L’annonce de l'arrivée d'un avion met tout le monde en joie. Les anciens, qui ont déjà assisté à ce spectacle tellement grandiose, mettent en appétit les nouveaux. Ils racontent avec forces détails le déroulement des opérations.
Il fait très chaud. À 21 h, la section quitte le camp et chemine à travers la forêt pour se rendre par un sentier dans une prairie qui doit recevoir les colis. C'est là que les convoyeurs vont lancer leur chargement.
Quand la section arrive au but de sa marche, elle trouve déjà le manipulateur installé sur place. Il est équipé de matériel de signalisation, pour que les avions qui survolent la zone repèrent le terrain de parachutage.
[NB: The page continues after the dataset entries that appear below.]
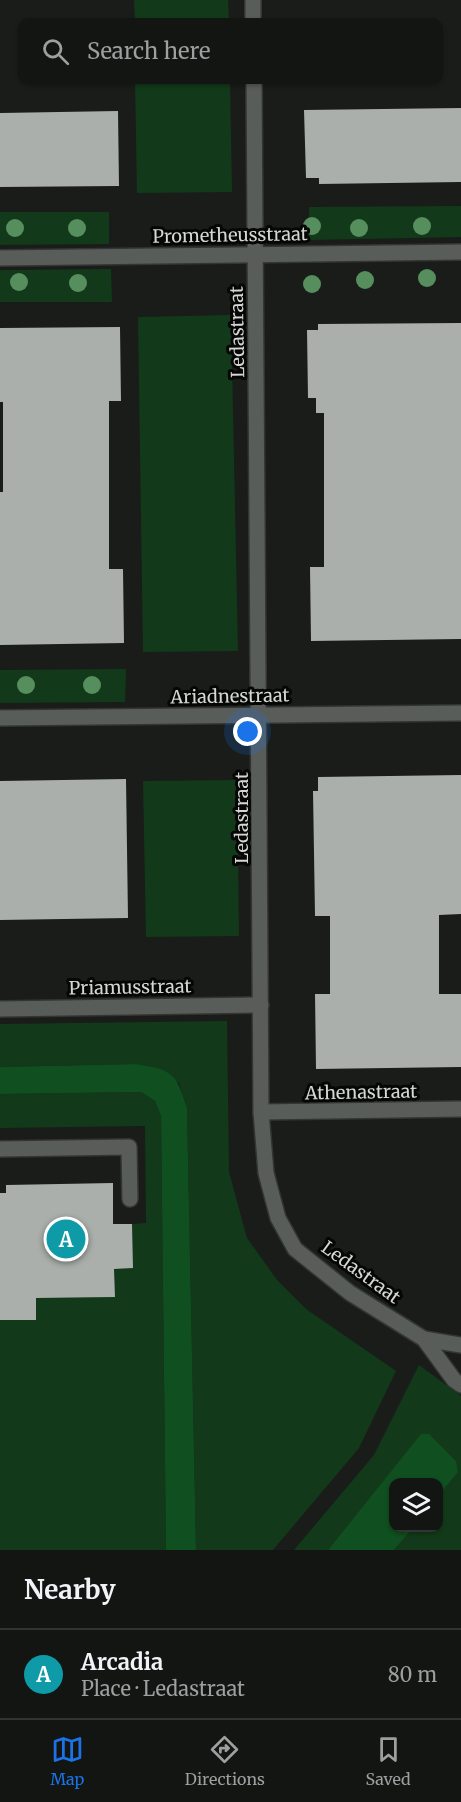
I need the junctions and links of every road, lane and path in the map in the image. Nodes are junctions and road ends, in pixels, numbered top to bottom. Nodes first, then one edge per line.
1 (253, 0) edge
2 (253, 18) edge
3 (254, 84) edge
4 (461, 252) edge
5 (255, 254) junction
6 (0, 258) edge
7 (461, 713) edge
8 (260, 716) junction
9 (0, 718) edge
10 (261, 1005) junction
11 (0, 1009) edge
12 (461, 1110) edge
13 (261, 1112) junction
14 (0, 1149) edge
15 (130, 1199) dead end
16 (424, 1339) junction
17 (461, 1345) edge
18 (461, 1385) edge

1 - 2 street
3 - 5 street, Ledastraat
4 - 5 street, Prometheusstraat
5 - 6 street, Prometheusstraat
5 - 8 street, Ledastraat
7 - 8 street, Ariadnestraat
8 - 9 street, Ariadnestraat
8 - 10 street, Ledastraat
10 - 11 street, Priamusstraat
10 - 13 street, Ledastraat
12 - 13 street, Athenastraat
13 - 16 street, Ledastraat
14 - 15 street
16 - 17 street, Ledastraat
16 - 18 street, Ledastraat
Les quelques anciens qui ont déjà assisté à un parachutage racontent que le bruit des moteurs dans le ciel annonce l'approche du ou des avions. Le manipulateur utilise un phare de voiture relié à une batterie d'accumulateur. Il informe l'avion de la présence du terrain par des éclairs lumineux. Ces signaux, plus ou moins longs, indiquent en morse la lettre correspondant au terrain.Les anciens racontent l'arrivée des avions, le spectacle magnifique des parachutes qui s'ouvrent et descendent en corolles de toutes les couleurs, l'arrivée au sol des containers… Il faut faire attention pour éviter de recevoir un panier ou un container sur la tête. Aussitôt le largage terminé, on décroche les colis des parachutes. On groupe les containers par catégories. On cache les parachutes. C'est un travail harassant en pleine nuit. On attend l'arrivée des chariots tirés par des bœufs menés par les paysans de Cœuson. On charge tout l'arrivage sur ces chariots. C'est enfin le retour. On est heureux car chaque colis contient des armes, des munitions et tout ce qui manque dans cette France appauvrie par quatre ans d'occupation.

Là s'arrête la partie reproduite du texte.